◆ Aim of the exercise ◆
Your answer is a number only: how many lines in the data below contain "Give"?

(Saved data entries)
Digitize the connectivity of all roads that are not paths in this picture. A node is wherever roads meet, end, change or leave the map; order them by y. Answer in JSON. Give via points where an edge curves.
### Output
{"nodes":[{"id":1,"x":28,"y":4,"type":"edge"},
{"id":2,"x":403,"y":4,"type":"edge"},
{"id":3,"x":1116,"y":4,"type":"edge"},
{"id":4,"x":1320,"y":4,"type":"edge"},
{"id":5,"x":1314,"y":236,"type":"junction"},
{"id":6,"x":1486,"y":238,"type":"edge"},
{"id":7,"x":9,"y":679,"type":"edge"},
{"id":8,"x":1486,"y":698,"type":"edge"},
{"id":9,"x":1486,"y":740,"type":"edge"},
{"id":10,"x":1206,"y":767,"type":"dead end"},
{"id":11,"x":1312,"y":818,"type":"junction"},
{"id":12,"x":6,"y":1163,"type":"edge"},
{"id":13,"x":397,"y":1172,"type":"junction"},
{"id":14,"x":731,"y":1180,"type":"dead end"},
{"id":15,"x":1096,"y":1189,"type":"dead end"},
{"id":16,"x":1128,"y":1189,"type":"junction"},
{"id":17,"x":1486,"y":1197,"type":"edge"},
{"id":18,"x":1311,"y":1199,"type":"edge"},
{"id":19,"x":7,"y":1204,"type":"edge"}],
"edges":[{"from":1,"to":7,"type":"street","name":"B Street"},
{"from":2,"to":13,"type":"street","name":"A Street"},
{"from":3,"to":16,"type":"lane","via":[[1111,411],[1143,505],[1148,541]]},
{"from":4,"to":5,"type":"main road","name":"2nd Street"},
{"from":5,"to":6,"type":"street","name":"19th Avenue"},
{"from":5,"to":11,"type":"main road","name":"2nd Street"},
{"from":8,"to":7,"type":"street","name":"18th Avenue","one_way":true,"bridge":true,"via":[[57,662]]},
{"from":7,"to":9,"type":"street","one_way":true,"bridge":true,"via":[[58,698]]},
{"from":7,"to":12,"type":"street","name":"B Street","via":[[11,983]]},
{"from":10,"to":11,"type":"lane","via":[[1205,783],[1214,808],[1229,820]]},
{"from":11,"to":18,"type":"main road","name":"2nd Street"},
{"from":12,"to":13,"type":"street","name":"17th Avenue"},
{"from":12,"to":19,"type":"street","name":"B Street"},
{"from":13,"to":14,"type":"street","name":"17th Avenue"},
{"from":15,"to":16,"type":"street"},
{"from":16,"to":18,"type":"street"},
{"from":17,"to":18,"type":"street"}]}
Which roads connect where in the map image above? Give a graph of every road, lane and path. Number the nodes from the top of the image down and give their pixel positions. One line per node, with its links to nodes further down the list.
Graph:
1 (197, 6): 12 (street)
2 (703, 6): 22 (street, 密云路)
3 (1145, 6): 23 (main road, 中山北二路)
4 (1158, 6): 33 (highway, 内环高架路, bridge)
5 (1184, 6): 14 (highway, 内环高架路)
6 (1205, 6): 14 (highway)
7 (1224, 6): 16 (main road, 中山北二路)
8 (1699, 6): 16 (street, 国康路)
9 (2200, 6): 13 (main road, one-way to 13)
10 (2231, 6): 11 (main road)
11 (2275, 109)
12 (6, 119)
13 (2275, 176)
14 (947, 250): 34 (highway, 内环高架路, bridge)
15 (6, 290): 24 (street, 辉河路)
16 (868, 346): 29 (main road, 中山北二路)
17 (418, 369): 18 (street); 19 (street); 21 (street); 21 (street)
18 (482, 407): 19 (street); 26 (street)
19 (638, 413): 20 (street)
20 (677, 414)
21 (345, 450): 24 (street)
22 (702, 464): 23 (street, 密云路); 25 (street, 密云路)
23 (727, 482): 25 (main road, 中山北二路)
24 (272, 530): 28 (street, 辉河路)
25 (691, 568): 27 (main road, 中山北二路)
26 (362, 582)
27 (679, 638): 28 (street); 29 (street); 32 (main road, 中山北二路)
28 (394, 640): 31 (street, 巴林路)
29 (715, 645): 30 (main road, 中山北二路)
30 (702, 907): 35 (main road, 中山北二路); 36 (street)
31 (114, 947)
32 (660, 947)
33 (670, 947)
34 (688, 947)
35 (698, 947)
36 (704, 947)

* * *

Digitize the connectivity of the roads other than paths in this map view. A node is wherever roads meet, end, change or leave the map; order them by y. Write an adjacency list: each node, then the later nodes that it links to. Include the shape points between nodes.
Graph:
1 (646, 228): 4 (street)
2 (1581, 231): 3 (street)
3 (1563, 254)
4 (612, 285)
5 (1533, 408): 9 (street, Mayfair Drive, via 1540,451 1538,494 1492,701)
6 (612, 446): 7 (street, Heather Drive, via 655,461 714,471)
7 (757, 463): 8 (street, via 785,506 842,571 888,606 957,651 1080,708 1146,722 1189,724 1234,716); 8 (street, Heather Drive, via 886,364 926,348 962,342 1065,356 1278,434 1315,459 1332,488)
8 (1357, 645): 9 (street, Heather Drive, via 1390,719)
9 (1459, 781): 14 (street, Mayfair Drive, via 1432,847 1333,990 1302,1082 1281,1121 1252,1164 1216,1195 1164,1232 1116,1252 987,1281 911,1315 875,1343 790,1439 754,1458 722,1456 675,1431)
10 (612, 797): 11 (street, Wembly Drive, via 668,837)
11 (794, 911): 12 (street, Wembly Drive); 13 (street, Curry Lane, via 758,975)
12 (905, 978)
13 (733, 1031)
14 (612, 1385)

==

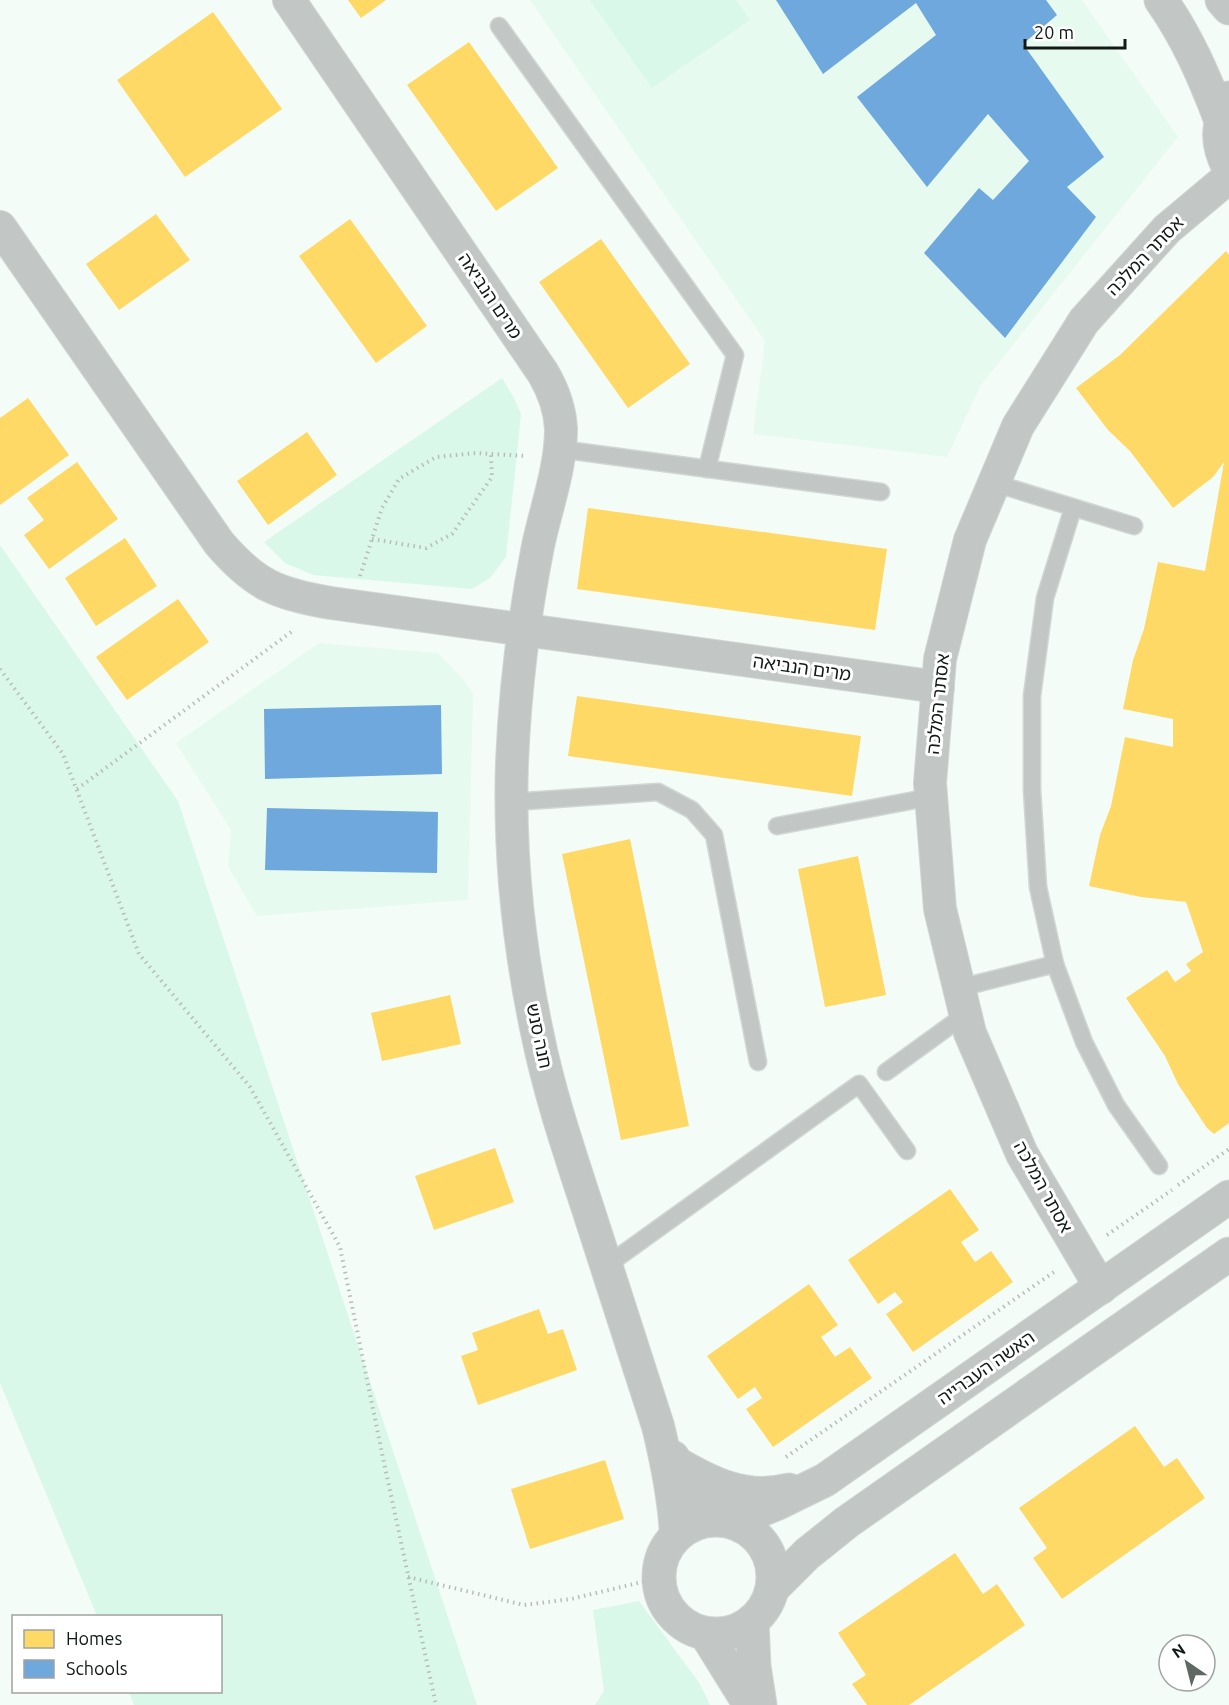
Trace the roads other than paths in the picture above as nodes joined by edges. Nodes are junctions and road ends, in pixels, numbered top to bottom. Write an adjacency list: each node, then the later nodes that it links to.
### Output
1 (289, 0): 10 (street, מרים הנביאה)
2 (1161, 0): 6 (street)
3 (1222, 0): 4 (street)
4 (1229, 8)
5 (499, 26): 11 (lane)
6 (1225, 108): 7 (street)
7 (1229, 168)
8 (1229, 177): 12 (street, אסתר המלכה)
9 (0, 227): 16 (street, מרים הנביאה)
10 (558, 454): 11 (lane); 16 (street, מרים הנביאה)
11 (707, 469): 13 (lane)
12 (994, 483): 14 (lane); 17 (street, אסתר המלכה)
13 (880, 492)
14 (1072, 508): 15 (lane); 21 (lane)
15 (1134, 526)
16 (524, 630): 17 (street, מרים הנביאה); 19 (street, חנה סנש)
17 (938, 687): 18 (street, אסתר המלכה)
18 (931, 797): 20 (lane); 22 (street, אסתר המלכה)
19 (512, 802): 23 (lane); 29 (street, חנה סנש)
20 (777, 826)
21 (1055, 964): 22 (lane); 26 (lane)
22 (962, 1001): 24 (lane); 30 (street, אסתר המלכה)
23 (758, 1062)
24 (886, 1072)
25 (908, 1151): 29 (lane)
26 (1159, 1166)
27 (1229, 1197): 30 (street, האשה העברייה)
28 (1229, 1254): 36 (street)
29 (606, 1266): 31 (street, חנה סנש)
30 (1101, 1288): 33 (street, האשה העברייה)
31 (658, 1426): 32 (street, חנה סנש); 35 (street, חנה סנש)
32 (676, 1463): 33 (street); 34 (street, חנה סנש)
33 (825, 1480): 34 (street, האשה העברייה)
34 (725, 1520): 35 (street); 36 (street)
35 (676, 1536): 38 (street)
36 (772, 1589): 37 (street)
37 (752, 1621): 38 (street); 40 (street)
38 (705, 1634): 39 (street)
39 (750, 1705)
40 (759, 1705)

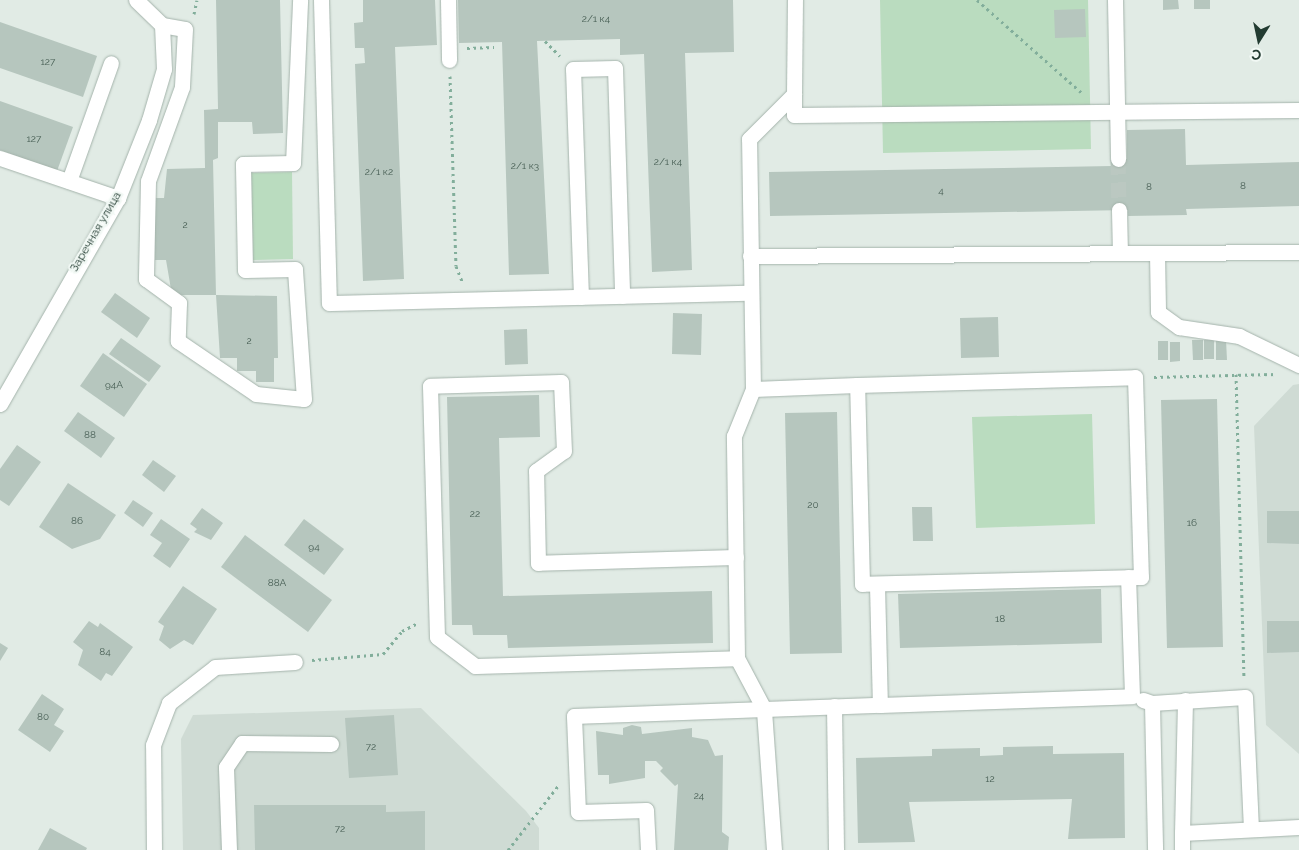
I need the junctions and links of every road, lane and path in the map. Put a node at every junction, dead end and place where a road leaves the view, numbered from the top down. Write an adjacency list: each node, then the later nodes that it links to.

◆ Output below ◆
2